WANG Longye, XIAO Yue, ZENG Xiaoli, ZHANG Kaixin, MA Ao   

  1. 1. School of Electronics and Information Engineering, Southwest Petroleum University, Chengdu 610500, China
    2. School of Information Science and Technology, Tibet University, Lhasa 850000, China
  • Online:2024-04-01 Published:2024-04-01

摘要: 针对皮肤镜图像病变区域存在形状大小各异、边界不连续且模糊、病灶区域与背景相似度高的问题,提出了一种融合密集编码器与双路径注意力的皮肤病变分割网络(DEDA-Net)。首先,运用密集编码模块进行多尺度信息融合增强网络特征提取能力,缓解皮肤镜图像中边缘模糊的问题,并采用跳跃连接与残差路径减少网络编解码之间的语义鸿沟;其次,根据特征图内每个特征点关联性程度大小进行加权提出了全局正态池化层,设计了在空间与通道两个维度提取特征信息的双路径注意力模块,避免因全局信息获取不足导致难以区分病灶区域与背景的问题;最后,利用辅助损失函数思想,在网络中间与最后的输出层两侧使用加权损失函数来提升网络泛化能力。实验结果表明,该算法在ISIC2017数据集上分割精度为96.45%,特异性为97.82%,Dice系数为93.16%,IoU为86.61%,比基线U-Net分别提高了5.93个百分点、6.45个百分点、6.53个百分点和5.63个百分点,能够有效分割皮肤病变区域。

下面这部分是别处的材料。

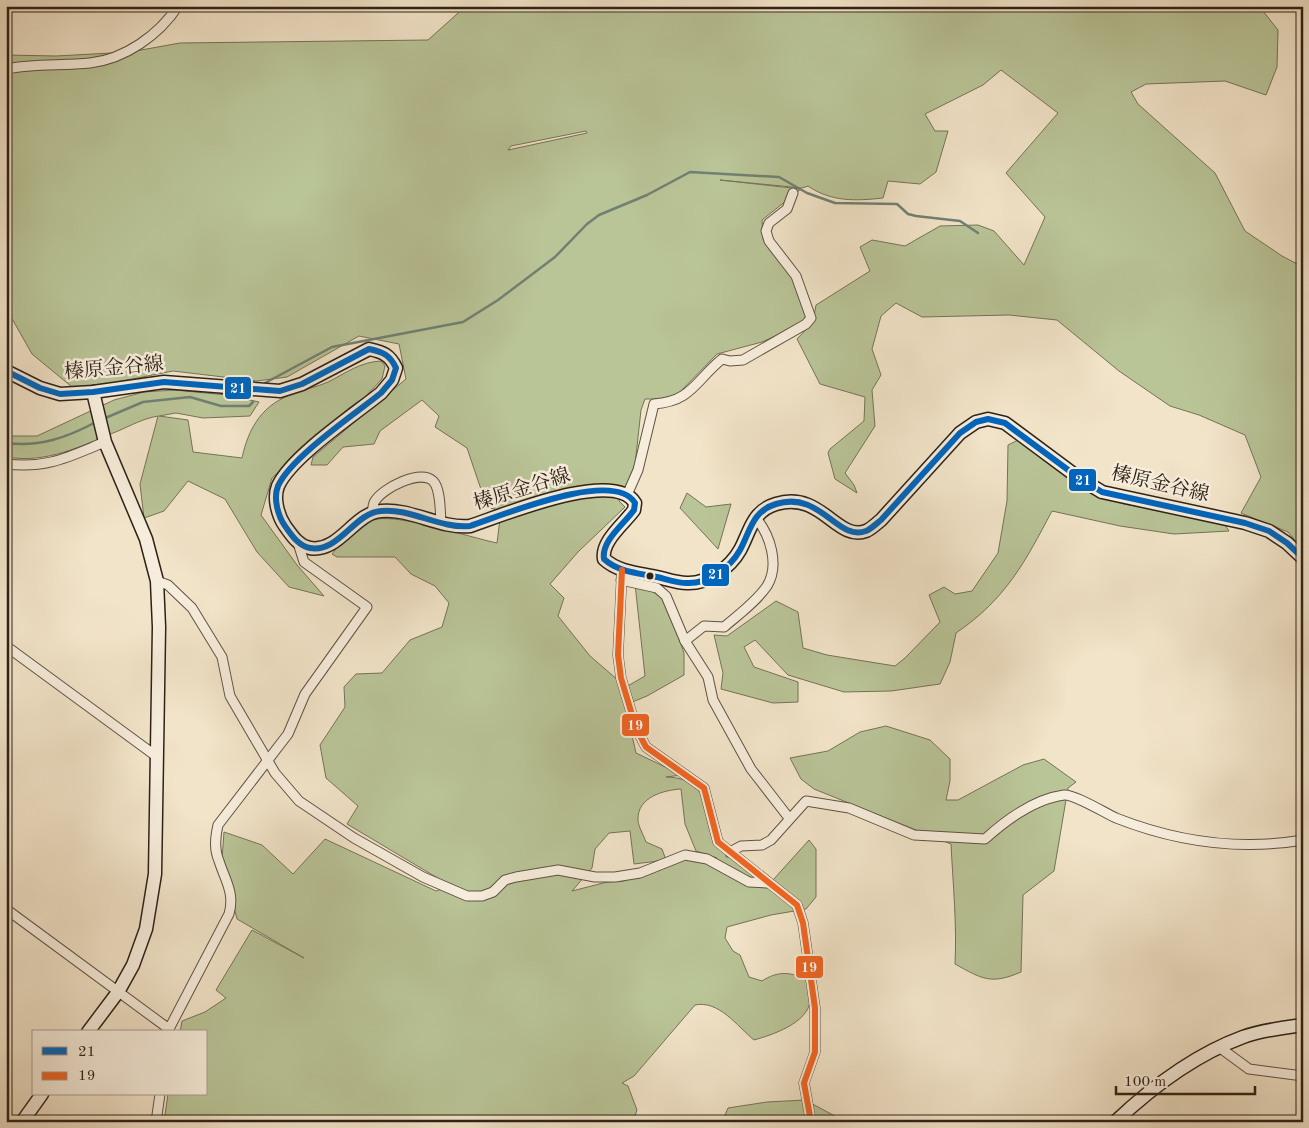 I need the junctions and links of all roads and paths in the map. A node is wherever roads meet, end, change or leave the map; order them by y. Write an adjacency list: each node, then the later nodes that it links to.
1 (178, 6): 2 (street)
2 (6, 69)
3 (793, 193): 8 (street)
4 (6, 371): 5 (main road, 榛原金谷線)
5 (93, 392): 6 (main road); 12 (main road, 榛原金谷線)
6 (105, 442): 7 (street); 15 (main road)
7 (6, 464)
8 (627, 495): 11 (main road, 榛原金谷線); 14 (main road)
9 (372, 512): 11 (main road, 榛原金谷線); 11 (street); 12 (main road)
10 (755, 517): 13 (main road, 榛原金谷線); 14 (main road); 16 (street)
11 (441, 523)
12 (298, 543): 19 (street)
13 (1303, 558)
14 (622, 575): 16 (street); 22 (street)
15 (157, 581): 18 (main road); 19 (street)
16 (686, 641): 20 (street)
17 (8, 652): 18 (street)
18 (156, 756): 25 (main road)
19 (269, 761): 23 (street); 29 (street)
20 (789, 818): 21 (street); 22 (street)
21 (1303, 840)
22 (730, 852): 23 (street)
23 (767, 883): 36 (street)
24 (6, 909): 25 (street)
25 (118, 992): 27 (main road); 28 (street)
26 (1303, 1025): 30 (main road)
27 (90, 1030)
28 (168, 1030)
29 (170, 1030)
30 (1219, 1048): 31 (street); 37 (main road)
31 (1303, 1076)
32 (41, 1096): 34 (main road)
33 (160, 1096): 35 (street)
34 (22, 1122)
35 (156, 1122)
36 (811, 1122)
37 (1115, 1122)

关键词: 皮肤病分割, 多尺度融合, 密集编码, 注意力机制, 全局正态池化

Abstract: Aiming at the problems of different shapes and sizes, discontinuous and blurred boundaries, and high similarity between the lesion area and the background in dermoscopic image lesion areas, a skin lesion segmentation network integrating dense encoder and dual-path attention (DEDA-Net) is proposed. Firstly, the network employs a dense coding module for multi-scale information fusion to enhance network feature extraction capabilities, alleviating blurred edges in dermoscopic images. Skip connection and residual path are used to reduce the semantic gap in the network coding and decoding parts. Secondly, a global normal pooling layer is proposed that weights feature points in the feature map based on their degree of relevance, and a dual-path attention module that extracts feature information in two dimensions, space and channel, is designed to avoid the problem that it is difficult to distinguish the lesion area from the background due to insufficient global information acquisition. Finally, using the idea of an auxiliary loss function, a weighted loss function is employed on both sides of the middle of the network and the final output layer to improve generalization ability of the network. Experimental results show that the algorithm achieves a segmentation accuracy of 96.45%, a specificity of 97.82%, a Dice coefficient of 93.16%, and an IoU of 86.61% on the ISIC2017 dataset, which are 5.93 percentage points, 6.45 percentage points, 6.53 percentage points, and 5.63 percentage points higher than the baseline U-Net, demonstrating the effectiveness of the proposed algorithm in accurately segmenting skin lesion areas.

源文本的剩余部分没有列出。